Co-op Values In The Modern World
Above Photo: somewheregladlybeyond/Flickr
‘It is your commitment to co-operative culture that makes you part of the wider co-op movement’
It may seem like the soft side of business, but values are at the heart of every example of co-operative excellence – and core to the advisory work of Co-operatives UK.
The International Co-operative Alliance has codified 10 values – six co-operative and four ethical. The co-operative values – self-help, self-responsibility, democracy, equality, equity, solidarity – describe the design of the business. The ethical values – honesty, openness, social responsibility, caring for others – describe its operation.
Alongside these are seven principles – three on how co-op ownership should be structured, three on co-op culture and one on the independence of the business as a democratic enterprise. As Sion Whellens of Calverts Worker Co-op says, while the structure and independence of ownership makes you a co-op, it is your commitment to co-operative culture that makes you part of the wider co-op movement.
The evolution of the values is in itself a fascinating example of deliberation within a social movement. The list emerged from an extensive global dialogue, with around 10,000 meetings around the world. One of the key figures involved in that process, Professor Ian MacPherson, said the list “does not induce tidy uniformity… the application of ‘honesty’ can vary across different cultures and kinds of co-operatives.
Openness depends as much on social relations within a given society and the management culture of a given co-operative as it does on generally accepted accounting standards. The point is that values, while they can have some similar characteristics around the world, also vary greatly in kinds of understanding and ways of being expressed.”
Academic research on values tends to support this. The European and World Values Survey draws on a framework applicable to every culture around the world, even if every culture will have its own very different emphasis and inflections. The co-operative components of these surveys are what Co-operatives UK has used in widely cited work to track public attitudes in relation to co-operative values.
Of course, co-ops come in all shapes and sizes, and this is also true for what they do in terms of values. The research centre EURICSE interviewed opinion leaders in the sector in 2013. They said that, while co-ops worldwide tend to be strict on their structure, they are looser in terms of culture. Many fail to fulfil at least one of the seven co-operative principles – the least complied with being the commitment to education, training and information.
So, to explore this, Co-operatives UK set out to research two dozen co-operatives worldwide. Each one does communicate values of some kind. The global value most commonly promoted is ‘social responsibility’, followed by reference to democracy and then openness. The least cited were self-help, solidarity and caring for others.

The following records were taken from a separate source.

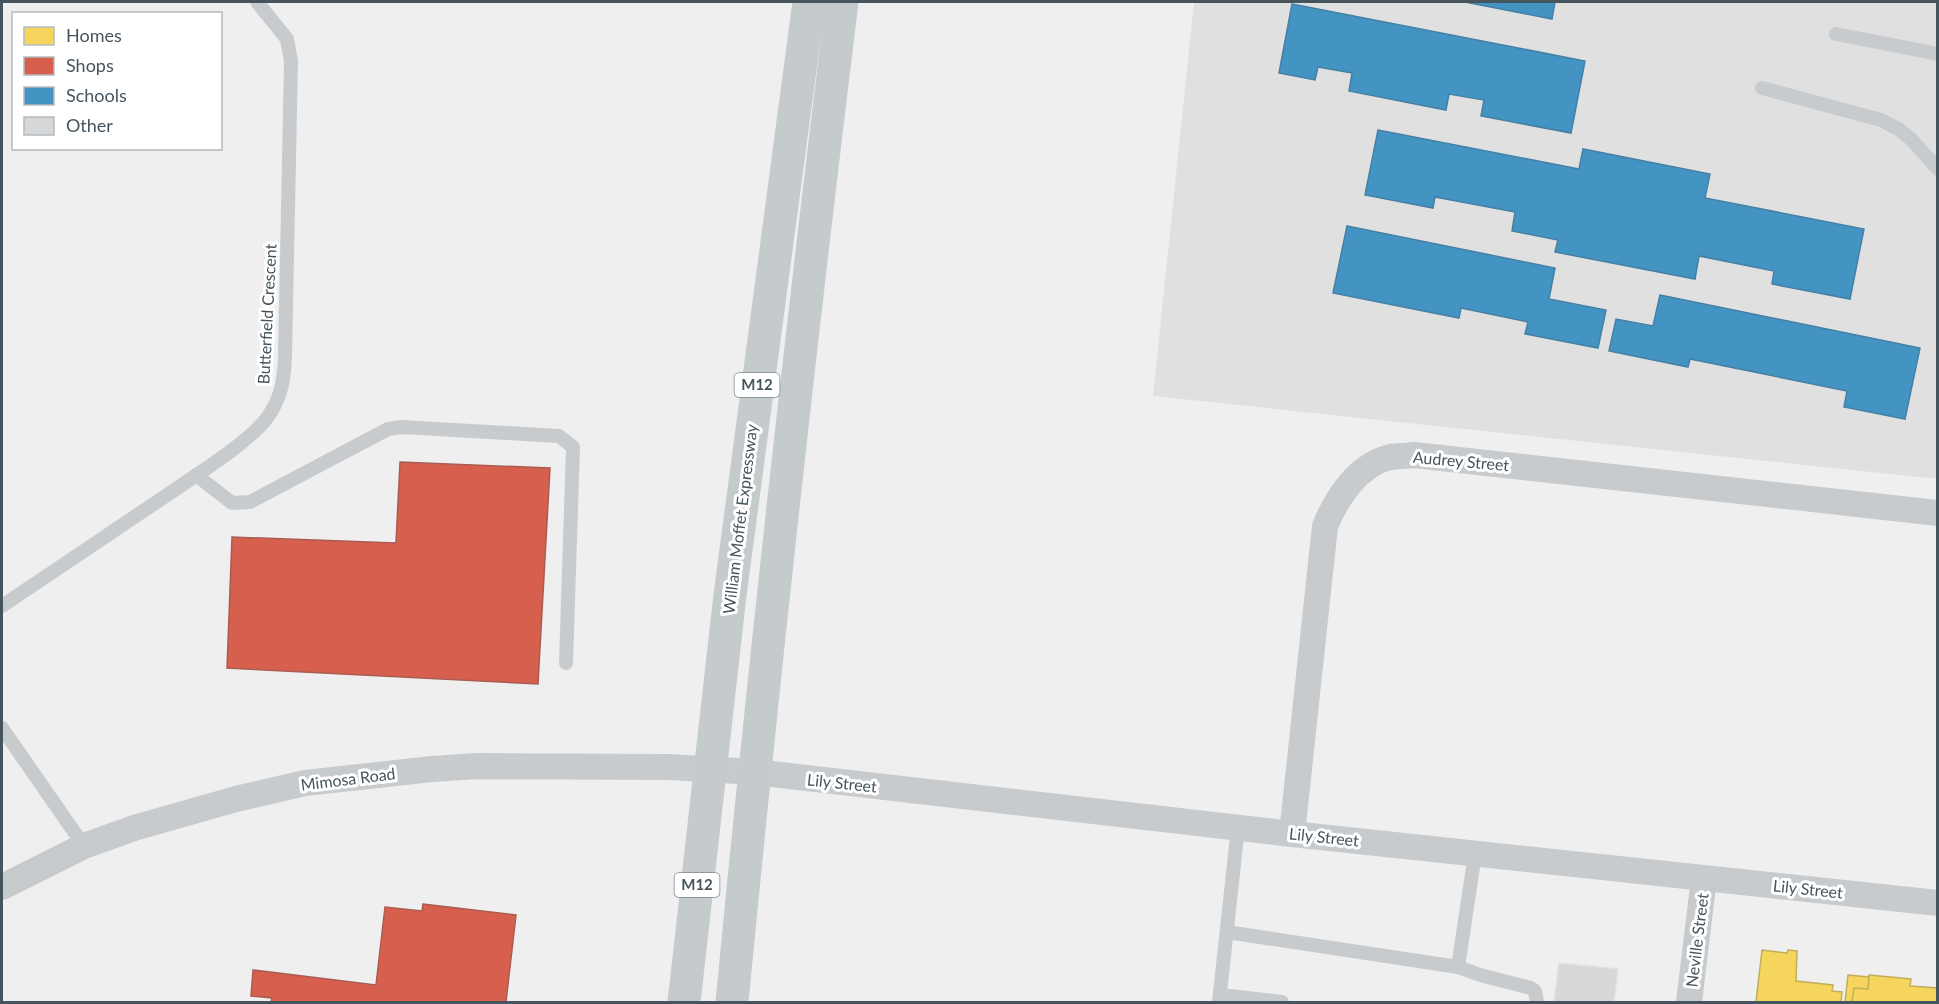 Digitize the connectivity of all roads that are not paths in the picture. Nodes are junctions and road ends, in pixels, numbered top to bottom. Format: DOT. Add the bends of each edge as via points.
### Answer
graph roads {
  1 [pos="257,2"];
  2 [pos="809,2"];
  3 [pos="842,2"];
  4 [pos="1836,34"];
  5 [pos="1938,54"];
  6 [pos="1762,88"];
  7 [pos="1938,169"];
  8 [pos="196,475"];
  9 [pos="1938,513"];
  10 [pos="2,606"];
  11 [pos="566,663"];
  12 [pos="3,732"];
  13 [pos="712,769"];
  14 [pos="755,772"];
  15 [pos="1238,827"];
  16 [pos="1292,834"];
  17 [pos="84,846"];
  18 [pos="1475,854"];
  19 [pos="1704,878"];
  20 [pos="2,887"];
  21 [pos="1938,903"];
  22 [pos="1227,932"];
  23 [pos="1458,967"];
  24 [pos="1220,999"];
  25 [pos="684,1002"];
  26 [pos="732,1002"];
  27 [pos="1282,1002"];
  28 [pos="1537,1002"];
  29 [pos="1689,1002"];
  1 -- 8 [label="lane, Butterfield Crescent" via="287,39 291,61 284,377 279,399 266,419"];
  2 -- 13 [label="main road, William Moffet Expressway / M12" via="748,456"];
  3 -- 14 [label="main road, M12"];
  4 -- 5 [label="lane"];
  6 -- 7 [label="lane" via="1881,120 1911,139"];
  8 -- 10 [label="lane, Butterfield Crescent"];
  8 -- 11 [label="lane" via="232,503 250,502 388,429 560,436 573,447"];
  9 -- 16 [label="street, Audrey Street" via="1414,455 1389,458 1348,485 1335,502 1325,526"];
  12 -- 17 [label="lane"];
  13 -- 14 [label="street, Lily Street"];
  13 -- 17 [label="street, Mimosa Road" via="478,766 305,783 166,818"];
  13 -- 25 [label="main road, William Moffet Expressway / M12"];
  14 -- 15 [label="street, Lily Street"];
  14 -- 26 [label="main road, M12"];
  15 -- 16 [label="street, Lily Street"];
  15 -- 22 [label="lane"];
  16 -- 18 [label="street, Lily Street"];
  17 -- 20 [label="street, Mimosa Road"];
  18 -- 19 [label="street, Lily Street"];
  18 -- 23 [label="lane"];
  19 -- 21 [label="street, Lily Street"];
  19 -- 29 [label="street, Neville Street"];
  22 -- 23 [label="lane"];
  22 -- 24 [label="lane"];
  23 -- 28 [label="lane" via="1531,987"];
  24 -- 27 [label="lane"];
}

The impact of the co-operative sector having a global set of values is hard to test, but there is some evidence to suggest that businesses with distinctive values may act in distinctive ways. The global values offer a prompt, or default, for co-ops that can be a reference point for its members. In France, co-ops are now required to conduct an independent audit for members at least once every five years to assess their co-operative difference.

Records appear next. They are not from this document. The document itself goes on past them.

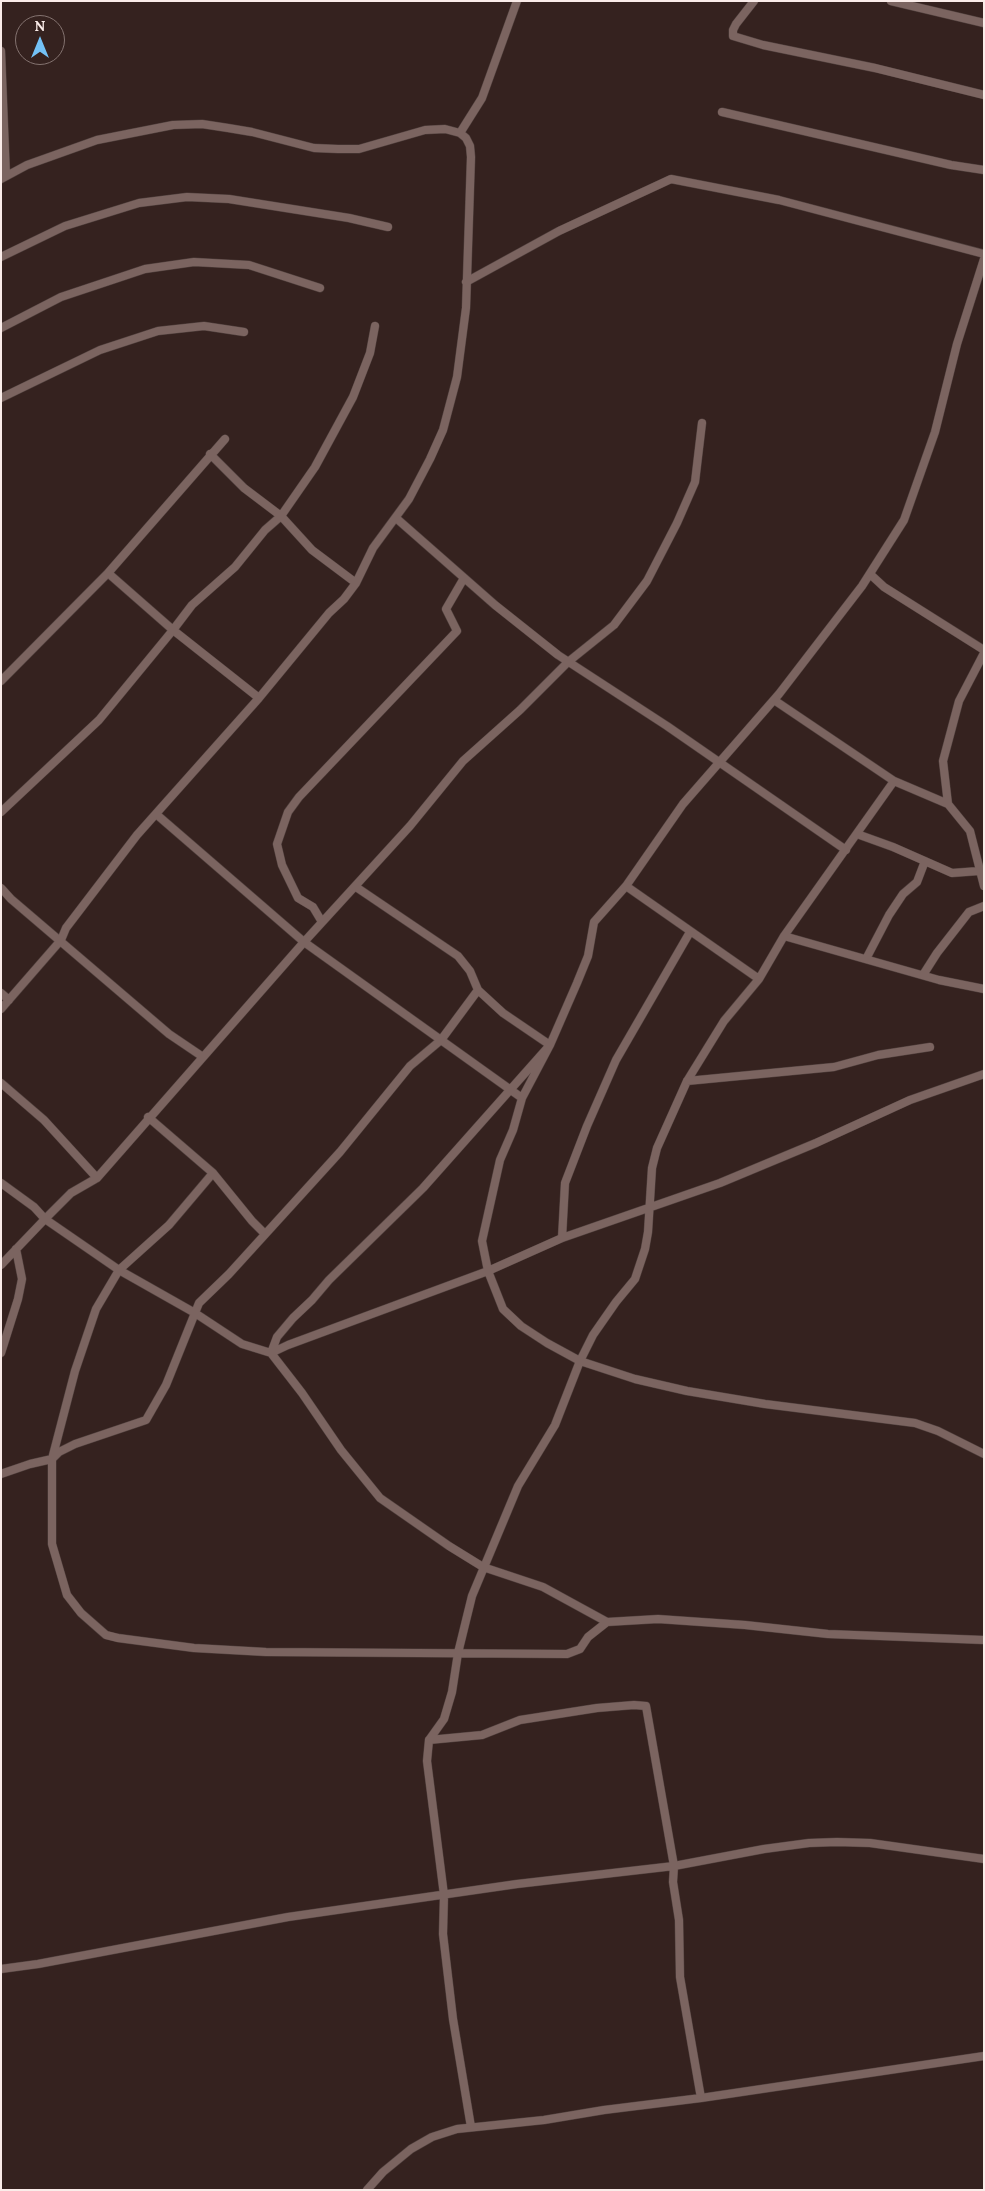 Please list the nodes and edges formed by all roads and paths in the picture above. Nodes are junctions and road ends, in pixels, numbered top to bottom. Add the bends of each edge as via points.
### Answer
1 (517, 1) edge
2 (754, 1) edge
3 (891, 1) edge
4 (984, 23) edge
5 (1, 51) edge
6 (984, 95) edge
7 (2, 112) edge
8 (722, 112) dead end
9 (460, 132) junction
10 (984, 170) edge
11 (4, 177) edge
12 (388, 227) dead end
13 (984, 254) edge
14 (1, 257) edge
15 (984, 259) edge
16 (466, 282) junction
17 (320, 288) dead end
18 (375, 326) dead end
19 (1, 328) edge
20 (244, 332) dead end
21 (1, 398) edge
22 (702, 423) dead end
23 (225, 438) dead end
24 (210, 454) junction
25 (281, 516) junction
26 (396, 518) junction
27 (108, 573) junction
28 (870, 574) junction
29 (464, 578) junction
30 (356, 583) junction
31 (174, 630) junction
32 (984, 652) edge
33 (568, 662) junction
34 (1, 681) edge
35 (259, 698) junction
36 (774, 700) junction
37 (718, 762) junction
38 (894, 781) junction
39 (948, 804) junction
40 (1, 812) edge
41 (156, 814) junction
42 (857, 834) junction
43 (846, 850) junction
44 (924, 861) junction
45 (979, 871) junction
46 (356, 886) junction
47 (626, 886) junction
48 (984, 886) edge
49 (1, 888) edge
50 (984, 906) edge
51 (322, 922) junction
52 (690, 932) junction
53 (784, 936) junction
54 (61, 940) junction
55 (304, 942) junction
56 (866, 959) junction
57 (923, 976) junction
58 (759, 980) junction
59 (984, 989) edge
60 (478, 990) junction
61 (1, 993) edge
62 (9, 1000) junction
63 (1, 1010) edge
64 (441, 1040) junction
65 (550, 1045) junction
66 (930, 1047) dead end
67 (203, 1057) junction
68 (984, 1074) edge
69 (687, 1081) junction
70 (1, 1082) edge
71 (510, 1090) junction
72 (522, 1098) junction
73 (148, 1117) junction
74 (213, 1173) junction
75 (96, 1178) junction
76 (1, 1183) edge
77 (650, 1208) junction
78 (45, 1219) junction
79 (265, 1234) junction
80 (562, 1238) junction
81 (16, 1249) junction
82 (1, 1265) edge
83 (119, 1270) junction
84 (488, 1270) junction
85 (195, 1313) junction
86 (1, 1352) edge
87 (270, 1353) junction
88 (580, 1361) junction
89 (984, 1454) edge
90 (52, 1459) junction
91 (1, 1474) edge
92 (484, 1567) junction
93 (607, 1622) junction
94 (984, 1640) edge
95 (458, 1653) junction
96 (429, 1740) junction
97 (984, 1859) edge
98 (674, 1866) junction
99 (444, 1895) junction
100 (1, 1969) edge
101 (984, 2056) edge
102 (701, 2098) junction
103 (471, 2127) junction
104 (367, 2190) edge

1 - 9 street via 482,98
2 - 6 street via 736,24 733,36
3 - 4 street
5 - 7 street
7 - 11 street
8 - 10 street
9 - 11 street via 436,128 365,148 338,149 314,148 211,125 173,125 97,140 27,165
9 - 16 street via 470,146 471,156
12 - 14 street via 229,199 187,197 139,203 65,226
13 - 16 street via 778,200 671,179 559,231
15 - 28 street via 957,344 935,432 912,498 904,520
16 - 26 street via 461,356 454,396 430,459
17 - 19 street via 249,266 194,262 145,269 61,297
18 - 25 street via 370,353 353,397 315,467
20 - 21 street via 204,326 158,331 100,350
22 - 33 street via 695,482 647,581 614,625
23 - 24 street
24 - 25 street via 244,488
24 - 27 street
25 - 30 street via 312,550
25 - 31 street via 265,530 235,567 192,605
26 - 29 street
26 - 30 street via 374,548
27 - 31 street
27 - 34 street
28 - 32 street via 884,587
28 - 36 street
29 - 33 street
29 - 51 street via 446,609 457,632 288,812 276,844 282,865 298,898 313,907
30 - 35 street
31 - 35 street
31 - 40 street via 99,720
32 - 39 street via 959,701 942,761
33 - 37 street
33 - 46 street via 462,761
35 - 41 street
36 - 37 street
36 - 38 street
37 - 43 street
37 - 47 street via 683,804
38 - 39 street
38 - 42 street
39 - 45 street via 970,832
41 - 54 street via 66,928
41 - 55 street
42 - 43 street
42 - 44 street
43 - 53 street
44 - 45 street via 952,873
44 - 56 street via 917,882 903,894 889,915
45 - 48 street
46 - 51 street
46 - 60 street via 458,956 470,971
47 - 52 street
47 - 65 street via 594,922 588,956
49 - 54 street
50 - 57 street via 969,912
51 - 55 street
52 - 58 street
52 - 80 street via 616,1060 587,1126 565,1183
53 - 56 street
53 - 58 street
54 - 62 street
54 - 67 street via 169,1034
55 - 64 street
55 - 67 street
56 - 57 street
57 - 59 street
58 - 69 street via 724,1021
60 - 64 street
60 - 65 street via 503,1013
61 - 62 street
62 - 63 street
64 - 71 street
64 - 79 street via 410,1066 340,1152
65 - 71 street
65 - 72 street
66 - 69 street via 834,1066
67 - 73 street
68 - 77 street via 910,1100 720,1183
69 - 77 street via 657,1148 652,1168
70 - 75 street via 44,1120
71 - 72 street
71 - 87 street via 423,1188 293,1318 277,1337
72 - 84 street via 500,1160 482,1241
73 - 74 street
73 - 75 street
74 - 79 street
74 - 83 street via 169,1225
75 - 78 street via 71,1193
76 - 78 street
77 - 80 street
77 - 88 street via 645,1249 634,1279 593,1335
78 - 81 street
78 - 83 street
79 - 85 street via 200,1303
80 - 84 street
81 - 82 street
81 - 86 street via 22,1279
83 - 85 street
83 - 90 street via 96,1309 75,1371
84 - 87 street
84 - 88 street via 503,1309 521,1326
85 - 87 street via 242,1344
85 - 90 street via 166,1385 146,1420 75,1444
87 - 92 street via 380,1498
88 - 89 street via 687,1391 915,1424 938,1431
88 - 92 street via 555,1425 518,1486
90 - 91 street
90 - 95 street via 52,1544 67,1595 81,1614 106,1635 194,1648 257,1652
92 - 93 street via 544,1587
92 - 95 street via 472,1596
93 - 94 street via 658,1619 745,1624 828,1634
93 - 95 street via 588,1637 580,1650 567,1654
95 - 96 street via 444,1719
96 - 98 street via 482,1735 520,1720 597,1708 646,1706
96 - 99 street via 427,1761
97 - 98 street via 915,1848 837,1842 764,1849
98 - 99 street
98 - 102 street via 680,1977
99 - 100 street via 288,1918
99 - 103 street via 443,1934
101 - 102 street
102 - 103 street
103 - 104 street via 432,2137 417,2145 383,2172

In many countries, ethical values are core to the brand values of co-ops. Ethical Consumer magazine, which draws on an extensive database of ethical screening, states that co-operative businesses are in the top third of ethical performers in 80% of the markets that they surveyed, and are the top performers in 23% of markets.
Co-operatives UK has championed the role of values and culture across the UK economy. A recent and notable success has been the introduction of values and purpose by the Financial Reporting Council into the new governance code for all listed businesses. Of course, it is easy to proclaim values but do little to live up to them or to set an ethical purpose and use it only for marketing, and arguably many corporates do this, but the move will put more scrutiny on those companies and it helps to point to co-ops as best practice.
A World Values Day has been established, with our input, and takes place this year on 18 October 2018: worldvaluesday.com.